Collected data
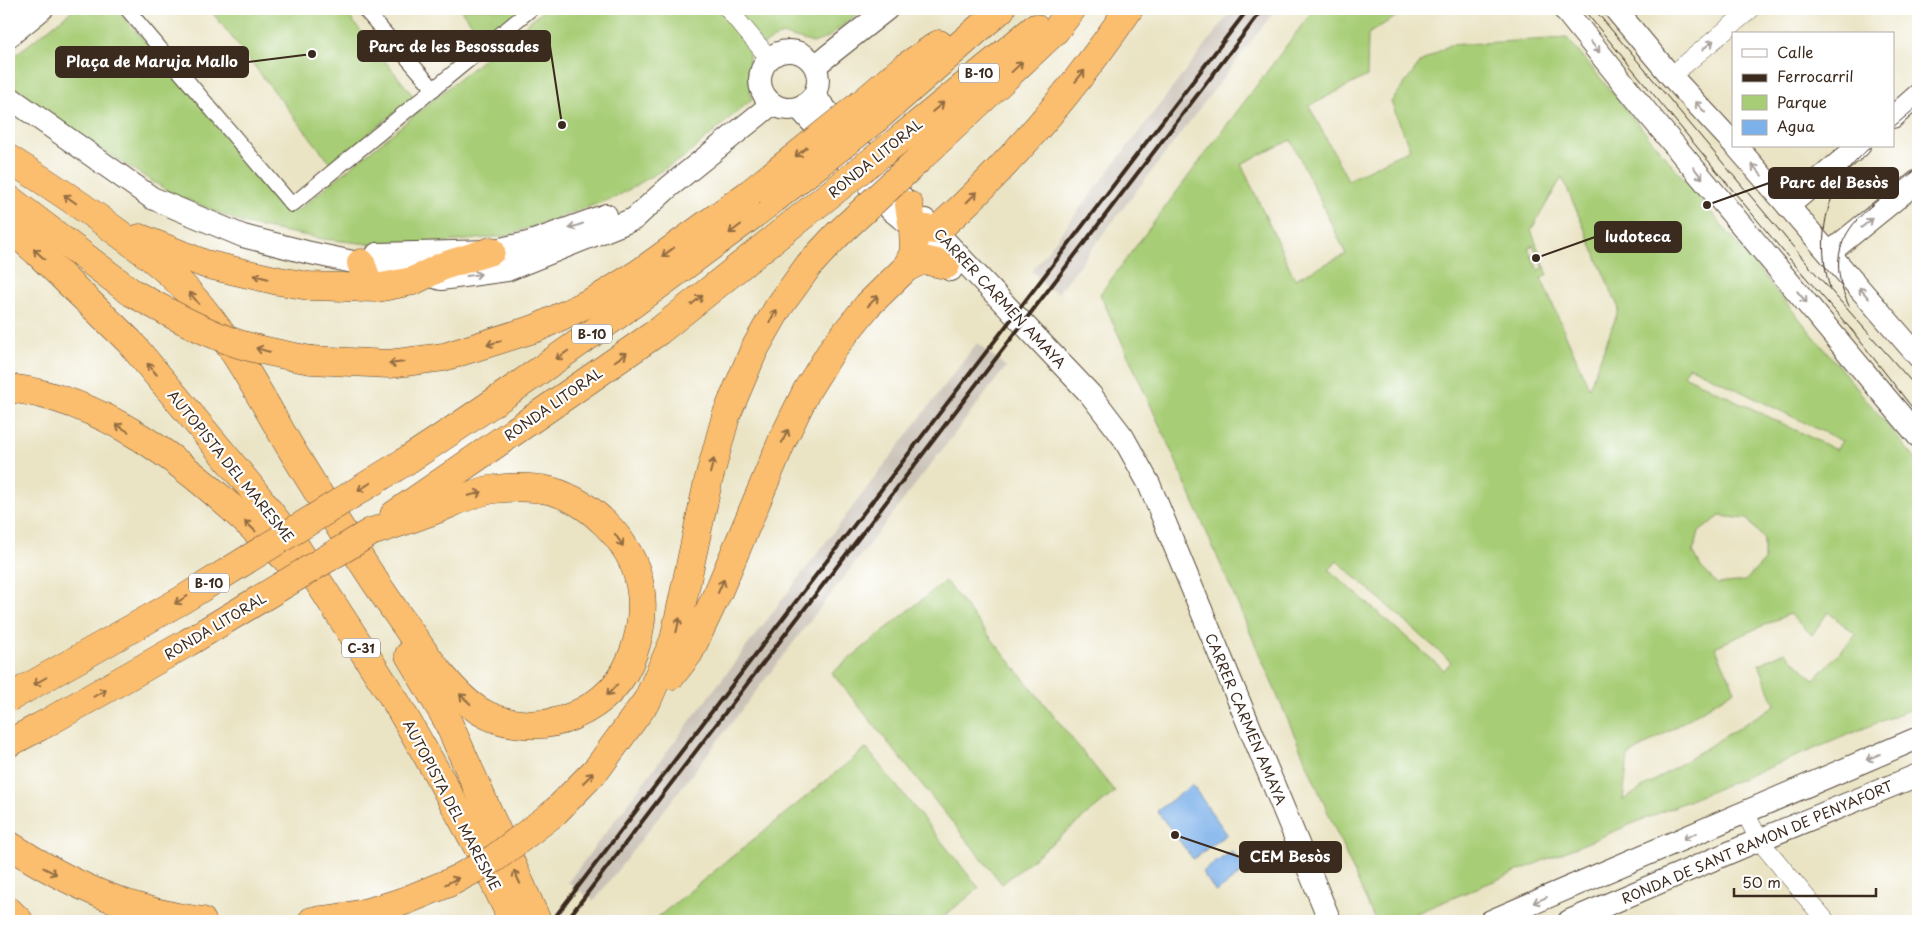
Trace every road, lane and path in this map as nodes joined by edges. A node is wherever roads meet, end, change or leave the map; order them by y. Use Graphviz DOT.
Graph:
graph roads {
  1 [pos="16,9"];
  2 [pos="42,9"];
  3 [pos="127,9"];
  4 [pos="364,9"];
  5 [pos="532,9"];
  6 [pos="728,9"];
  7 [pos="887,9"];
  8 [pos="1000,9"];
  9 [pos="1059,9"];
  10 [pos="1072,9"];
  11 [pos="1129,9"];
  12 [pos="1564,9"];
  13 [pos="1616,9"];
  14 [pos="1751,9"];
  15 [pos="9,14"];
  16 [pos="9,36"];
  17 [pos="769,58"];
  18 [pos="815,66"];
  19 [pos="1671,76"];
  20 [pos="434,89"];
  21 [pos="1918,95"];
  22 [pos="9,98"];
  23 [pos="806,102"];
  24 [pos="772,104"];
  25 [pos="1894,116"];
  26 [pos="1732,142"];
  27 [pos="1738,148"];
  28 [pos="1857,148"];
  29 [pos="9,159"];
  30 [pos="1918,181"];
  31 [pos="669,187"];
  32 [pos="762,196"];
  33 [pos="9,199"];
  34 [pos="1788,206"];
  35 [pos="920,221"];
  36 [pos="110,227"];
  37 [pos="9,228"];
  38 [pos="491,250"];
  39 [pos="306,252"];
  40 [pos="1829,253"];
  41 [pos="946,265"];
  42 [pos="906,268"];
  43 [pos="361,275"];
  44 [pos="425,275"];
  45 [pos="1918,356"];
  46 [pos="9,388"];
  47 [pos="1918,436"];
  48 [pos="289,444"];
  49 [pos="428,502"];
  50 [pos="1162,518"];
  51 [pos="9,698"];
  52 [pos="648,699"];
  53 [pos="1918,738"];
  54 [pos="9,743"];
  55 [pos="1918,775"];
  56 [pos="1740,814"];
  57 [pos="1759,840"];
  58 [pos="9,845"];
  59 [pos="477,846"];
  60 [pos="9,911"];
  61 [pos="19,921"];
  62 [pos="202,921"];
  63 [pos="312,921"];
  64 [pos="513,921"];
  65 [pos="537,921"];
  66 [pos="1330,921"];
  67 [pos="1491,921"];
  68 [pos="1569,921"];
  69 [pos="1826,921"];
  1 -- 15 [label="street"];
  2 -- 16 [label="street"];
  3 -- 20 [label="street"];
  4 -- 20 [label="street"];
  5 -- 20 [label="street"];
  6 -- 17 [label="street"];
  7 -- 18 [label="street"];
  8 -- 32 [label="highway, B-10, one-way, bridge"];
  49 -- 9 [label="highway, RONDA LITORAL / B-10, one-way, bridge"];
  52 -- 10 [label="highway, one-way, bridge"];
  35 -- 11 [label="highway, one-way"];
  12 -- 47 [label="street, one-way"];
  13 -- 19 [label="street"];
  19 -- 14 [label="street, one-way"];
  17 -- 18 [label="street"];
  17 -- 24 [label="street"];
  18 -- 23 [label="street"];
  26 -- 19 [label="street, one-way"];
  21 -- 25 [label="street"];
  22 -- 39 [label="street"];
  23 -- 24 [label="street"];
  23 -- 35 [label="street, CARRER CARMEN AMAYA"];
  24 -- 31 [label="street"];
  34 -- 27 [label="street, one-way"];
  28 -- 34 [label="street"];
  36 -- 29 [label="highway, one-way"];
  40 -- 30 [label="street, one-way"];
  31 -- 38 [label="street, one-way"];
  44 -- 31 [label="street, one-way"];
  32 -- 33 [label="highway, one-way, bridge"];
  32 -- 51 [label="highway, B-10, one-way, bridge"];
  34 -- 40 [label="street"];
  35 -- 41 [label="street, CARRER CARMEN AMAYA"];
  35 -- 42 [label="highway"];
  35 -- 50 [label="street, CARRER CARMEN AMAYA"];
  43 -- 36 [label="highway, one-way"];
  48 -- 36 [label="highway, one-way"];
  59 -- 37 [label="highway, AUTOPISTA DEL MARESME / C-31, one-way"];
  38 -- 39 [label="street"];
  38 -- 44 [label="highway"];
  39 -- 43 [label="street"];
  45 -- 40 [label="street, one-way"];
  41 -- 42 [label="highway"];
  41 -- 50 [label="street, CARRER CARMEN AMAYA"];
  52 -- 42 [label="highway, one-way"];
  43 -- 44 [label="highway"];
  59 -- 46 [label="highway, one-way"];
  49 -- 48 [label="highway, one-way"];
  65 -- 48 [label="highway, one-way"];
  54 -- 49 [label="highway, RONDA LITORAL, one-way, bridge"];
  50 -- 66 [label="street, CARRER CARMEN AMAYA"];
  63 -- 52 [label="highway, one-way, bridge"];
  53 -- 56 [label="street, one-way"];
  55 -- 57 [label="street, RONDA DE SANT RAMON DE PENYAFORT"];
  56 -- 57 [label="street"];
  56 -- 67 [label="street, one-way"];
  57 -- 68 [label="street, RONDA DE SANT RAMON DE PENYAFORT"];
  57 -- 69 [label="street"];
  58 -- 62 [label="highway, one-way"];
  59 -- 64 [label="highway, AUTOPISTA DEL MARESME / C-31"];
  60 -- 61 [label="highway"];
}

TASK PROMPT: From the first line to the last, set down the records word for word and drop the images.

EXERCISE RESPONSE:
Trace every road, lane and path in this map as nodes joined by edges. A node is wherever roads meet, end, change or leave the map; order them by y. Use Graphviz DOT.
Graph:
graph roads {
  1 [pos="16,9"];
  2 [pos="42,9"];
  3 [pos="127,9"];
  4 [pos="364,9"];
  5 [pos="532,9"];
  6 [pos="728,9"];
  7 [pos="887,9"];
  8 [pos="1000,9"];
  9 [pos="1059,9"];
  10 [pos="1072,9"];
  11 [pos="1129,9"];
  12 [pos="1564,9"];
  13 [pos="1616,9"];
  14 [pos="1751,9"];
  15 [pos="9,14"];
  16 [pos="9,36"];
  17 [pos="769,58"];
  18 [pos="815,66"];
  19 [pos="1671,76"];
  20 [pos="434,89"];
  21 [pos="1918,95"];
  22 [pos="9,98"];
  23 [pos="806,102"];
  24 [pos="772,104"];
  25 [pos="1894,116"];
  26 [pos="1732,142"];
  27 [pos="1738,148"];
  28 [pos="1857,148"];
  29 [pos="9,159"];
  30 [pos="1918,181"];
  31 [pos="669,187"];
  32 [pos="762,196"];
  33 [pos="9,199"];
  34 [pos="1788,206"];
  35 [pos="920,221"];
  36 [pos="110,227"];
  37 [pos="9,228"];
  38 [pos="491,250"];
  39 [pos="306,252"];
  40 [pos="1829,253"];
  41 [pos="946,265"];
  42 [pos="906,268"];
  43 [pos="361,275"];
  44 [pos="425,275"];
  45 [pos="1918,356"];
  46 [pos="9,388"];
  47 [pos="1918,436"];
  48 [pos="289,444"];
  49 [pos="428,502"];
  50 [pos="1162,518"];
  51 [pos="9,698"];
  52 [pos="648,699"];
  53 [pos="1918,738"];
  54 [pos="9,743"];
  55 [pos="1918,775"];
  56 [pos="1740,814"];
  57 [pos="1759,840"];
  58 [pos="9,845"];
  59 [pos="477,846"];
  60 [pos="9,911"];
  61 [pos="19,921"];
  62 [pos="202,921"];
  63 [pos="312,921"];
  64 [pos="513,921"];
  65 [pos="537,921"];
  66 [pos="1330,921"];
  67 [pos="1491,921"];
  68 [pos="1569,921"];
  69 [pos="1826,921"];
  1 -- 15 [label="street"];
  2 -- 16 [label="street"];
  3 -- 20 [label="street"];
  4 -- 20 [label="street"];
  5 -- 20 [label="street"];
  6 -- 17 [label="street"];
  7 -- 18 [label="street"];
  8 -- 32 [label="highway, B-10, one-way, bridge"];
  49 -- 9 [label="highway, RONDA LITORAL / B-10, one-way, bridge"];
  52 -- 10 [label="highway, one-way, bridge"];
  35 -- 11 [label="highway, one-way"];
  12 -- 47 [label="street, one-way"];
  13 -- 19 [label="street"];
  19 -- 14 [label="street, one-way"];
  17 -- 18 [label="street"];
  17 -- 24 [label="street"];
  18 -- 23 [label="street"];
  26 -- 19 [label="street, one-way"];
  21 -- 25 [label="street"];
  22 -- 39 [label="street"];
  23 -- 24 [label="street"];
  23 -- 35 [label="street, CARRER CARMEN AMAYA"];
  24 -- 31 [label="street"];
  34 -- 27 [label="street, one-way"];
  28 -- 34 [label="street"];
  36 -- 29 [label="highway, one-way"];
  40 -- 30 [label="street, one-way"];
  31 -- 38 [label="street, one-way"];
  44 -- 31 [label="street, one-way"];
  32 -- 33 [label="highway, one-way, bridge"];
  32 -- 51 [label="highway, B-10, one-way, bridge"];
  34 -- 40 [label="street"];
  35 -- 41 [label="street, CARRER CARMEN AMAYA"];
  35 -- 42 [label="highway"];
  35 -- 50 [label="street, CARRER CARMEN AMAYA"];
  43 -- 36 [label="highway, one-way"];
  48 -- 36 [label="highway, one-way"];
  59 -- 37 [label="highway, AUTOPISTA DEL MARESME / C-31, one-way"];
  38 -- 39 [label="street"];
  38 -- 44 [label="highway"];
  39 -- 43 [label="street"];
  45 -- 40 [label="street, one-way"];
  41 -- 42 [label="highway"];
  41 -- 50 [label="street, CARRER CARMEN AMAYA"];
  52 -- 42 [label="highway, one-way"];
  43 -- 44 [label="highway"];
  59 -- 46 [label="highway, one-way"];
  49 -- 48 [label="highway, one-way"];
  65 -- 48 [label="highway, one-way"];
  54 -- 49 [label="highway, RONDA LITORAL, one-way, bridge"];
  50 -- 66 [label="street, CARRER CARMEN AMAYA"];
  63 -- 52 [label="highway, one-way, bridge"];
  53 -- 56 [label="street, one-way"];
  55 -- 57 [label="street, RONDA DE SANT RAMON DE PENYAFORT"];
  56 -- 57 [label="street"];
  56 -- 67 [label="street, one-way"];
  57 -- 68 [label="street, RONDA DE SANT RAMON DE PENYAFORT"];
  57 -- 69 [label="street"];
  58 -- 62 [label="highway, one-way"];
  59 -- 64 [label="highway, AUTOPISTA DEL MARESME / C-31"];
  60 -- 61 [label="highway"];
}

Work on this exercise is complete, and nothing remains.